[[ Available data open ]]

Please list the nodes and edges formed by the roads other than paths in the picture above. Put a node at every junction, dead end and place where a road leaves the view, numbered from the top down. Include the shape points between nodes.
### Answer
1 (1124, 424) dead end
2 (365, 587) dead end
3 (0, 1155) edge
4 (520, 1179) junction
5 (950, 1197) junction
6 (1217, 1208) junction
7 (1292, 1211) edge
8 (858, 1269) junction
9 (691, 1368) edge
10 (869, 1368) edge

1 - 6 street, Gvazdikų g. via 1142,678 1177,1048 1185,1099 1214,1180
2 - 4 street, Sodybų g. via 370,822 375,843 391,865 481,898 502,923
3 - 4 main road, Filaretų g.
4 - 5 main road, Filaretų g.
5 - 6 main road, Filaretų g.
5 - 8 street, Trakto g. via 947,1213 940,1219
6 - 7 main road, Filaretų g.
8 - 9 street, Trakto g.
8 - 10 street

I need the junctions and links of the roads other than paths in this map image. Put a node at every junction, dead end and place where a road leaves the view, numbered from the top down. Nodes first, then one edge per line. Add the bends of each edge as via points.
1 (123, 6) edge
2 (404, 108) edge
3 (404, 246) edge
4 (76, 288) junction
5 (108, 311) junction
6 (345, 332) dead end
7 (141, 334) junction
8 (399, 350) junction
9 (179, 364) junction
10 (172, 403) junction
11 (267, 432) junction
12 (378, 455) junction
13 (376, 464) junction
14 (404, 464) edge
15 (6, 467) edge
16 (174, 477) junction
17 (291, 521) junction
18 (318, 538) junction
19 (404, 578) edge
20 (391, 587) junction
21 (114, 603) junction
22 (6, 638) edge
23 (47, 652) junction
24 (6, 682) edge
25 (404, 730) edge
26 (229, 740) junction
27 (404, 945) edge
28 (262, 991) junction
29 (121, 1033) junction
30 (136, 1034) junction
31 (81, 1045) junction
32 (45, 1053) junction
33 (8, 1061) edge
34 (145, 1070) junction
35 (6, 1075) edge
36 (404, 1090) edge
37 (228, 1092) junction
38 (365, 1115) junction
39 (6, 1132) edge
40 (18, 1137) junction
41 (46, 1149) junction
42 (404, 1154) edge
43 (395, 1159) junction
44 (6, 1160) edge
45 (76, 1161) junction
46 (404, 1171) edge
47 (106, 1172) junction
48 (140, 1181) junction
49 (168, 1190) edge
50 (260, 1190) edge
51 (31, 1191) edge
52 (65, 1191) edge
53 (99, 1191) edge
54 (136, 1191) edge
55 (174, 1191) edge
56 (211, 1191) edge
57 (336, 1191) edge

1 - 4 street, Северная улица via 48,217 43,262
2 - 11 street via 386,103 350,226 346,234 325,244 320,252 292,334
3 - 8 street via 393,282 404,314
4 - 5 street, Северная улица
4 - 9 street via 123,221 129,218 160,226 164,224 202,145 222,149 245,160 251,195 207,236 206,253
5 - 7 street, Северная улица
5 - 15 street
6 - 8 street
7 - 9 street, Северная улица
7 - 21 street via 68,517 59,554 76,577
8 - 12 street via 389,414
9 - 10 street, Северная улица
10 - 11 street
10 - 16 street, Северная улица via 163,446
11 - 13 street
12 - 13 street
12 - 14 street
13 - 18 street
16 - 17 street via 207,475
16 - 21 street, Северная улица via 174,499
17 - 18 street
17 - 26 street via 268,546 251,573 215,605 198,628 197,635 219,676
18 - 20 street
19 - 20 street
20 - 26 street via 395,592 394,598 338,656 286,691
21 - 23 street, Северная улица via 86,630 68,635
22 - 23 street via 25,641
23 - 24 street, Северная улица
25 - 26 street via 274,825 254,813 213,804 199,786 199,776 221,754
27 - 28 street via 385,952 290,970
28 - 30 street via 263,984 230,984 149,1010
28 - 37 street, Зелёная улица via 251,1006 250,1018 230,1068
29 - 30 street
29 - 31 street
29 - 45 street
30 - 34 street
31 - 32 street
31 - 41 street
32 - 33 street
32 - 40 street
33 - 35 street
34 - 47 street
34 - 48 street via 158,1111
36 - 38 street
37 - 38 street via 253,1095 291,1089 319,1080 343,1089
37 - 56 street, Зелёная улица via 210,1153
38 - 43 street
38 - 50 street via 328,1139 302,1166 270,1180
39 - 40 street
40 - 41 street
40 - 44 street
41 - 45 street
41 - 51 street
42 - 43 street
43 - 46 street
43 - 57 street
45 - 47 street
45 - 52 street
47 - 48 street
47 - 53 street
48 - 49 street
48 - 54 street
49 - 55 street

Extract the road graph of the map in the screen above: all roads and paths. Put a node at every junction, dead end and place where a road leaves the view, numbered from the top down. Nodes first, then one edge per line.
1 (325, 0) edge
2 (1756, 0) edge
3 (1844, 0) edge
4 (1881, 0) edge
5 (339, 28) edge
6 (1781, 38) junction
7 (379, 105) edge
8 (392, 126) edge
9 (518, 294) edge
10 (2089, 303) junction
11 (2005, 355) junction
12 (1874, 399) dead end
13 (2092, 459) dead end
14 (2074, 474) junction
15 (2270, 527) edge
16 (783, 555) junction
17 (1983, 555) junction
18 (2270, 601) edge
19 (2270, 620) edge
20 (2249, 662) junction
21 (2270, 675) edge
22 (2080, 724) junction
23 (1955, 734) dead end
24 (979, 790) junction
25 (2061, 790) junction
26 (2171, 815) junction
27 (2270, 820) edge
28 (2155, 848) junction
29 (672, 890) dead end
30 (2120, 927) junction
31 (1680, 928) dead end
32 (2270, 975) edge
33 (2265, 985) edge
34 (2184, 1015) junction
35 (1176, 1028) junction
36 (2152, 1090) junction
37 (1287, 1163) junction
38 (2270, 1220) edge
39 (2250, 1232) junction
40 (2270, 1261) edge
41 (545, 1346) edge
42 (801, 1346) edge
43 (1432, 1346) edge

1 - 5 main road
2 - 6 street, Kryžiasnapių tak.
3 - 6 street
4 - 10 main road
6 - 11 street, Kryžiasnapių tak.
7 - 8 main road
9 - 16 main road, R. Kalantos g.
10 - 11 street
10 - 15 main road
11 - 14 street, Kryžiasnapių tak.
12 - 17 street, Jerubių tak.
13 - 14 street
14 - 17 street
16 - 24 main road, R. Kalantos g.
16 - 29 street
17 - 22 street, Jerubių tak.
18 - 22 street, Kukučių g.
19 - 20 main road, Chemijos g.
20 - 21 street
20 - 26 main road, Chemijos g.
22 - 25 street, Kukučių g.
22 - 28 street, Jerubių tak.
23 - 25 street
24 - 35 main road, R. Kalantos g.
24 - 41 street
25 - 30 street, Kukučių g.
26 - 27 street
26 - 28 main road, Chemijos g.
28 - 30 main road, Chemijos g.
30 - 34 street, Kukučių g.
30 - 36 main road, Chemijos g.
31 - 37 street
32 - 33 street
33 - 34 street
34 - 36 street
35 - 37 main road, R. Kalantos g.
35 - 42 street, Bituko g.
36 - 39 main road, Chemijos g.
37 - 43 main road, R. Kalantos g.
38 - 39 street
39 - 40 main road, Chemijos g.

[[ Available data closed ]]

## [Assignment]
Your answer should be a single number: the count of lines in the entries that hold the string "Jerubių".

## [Result of the task]
3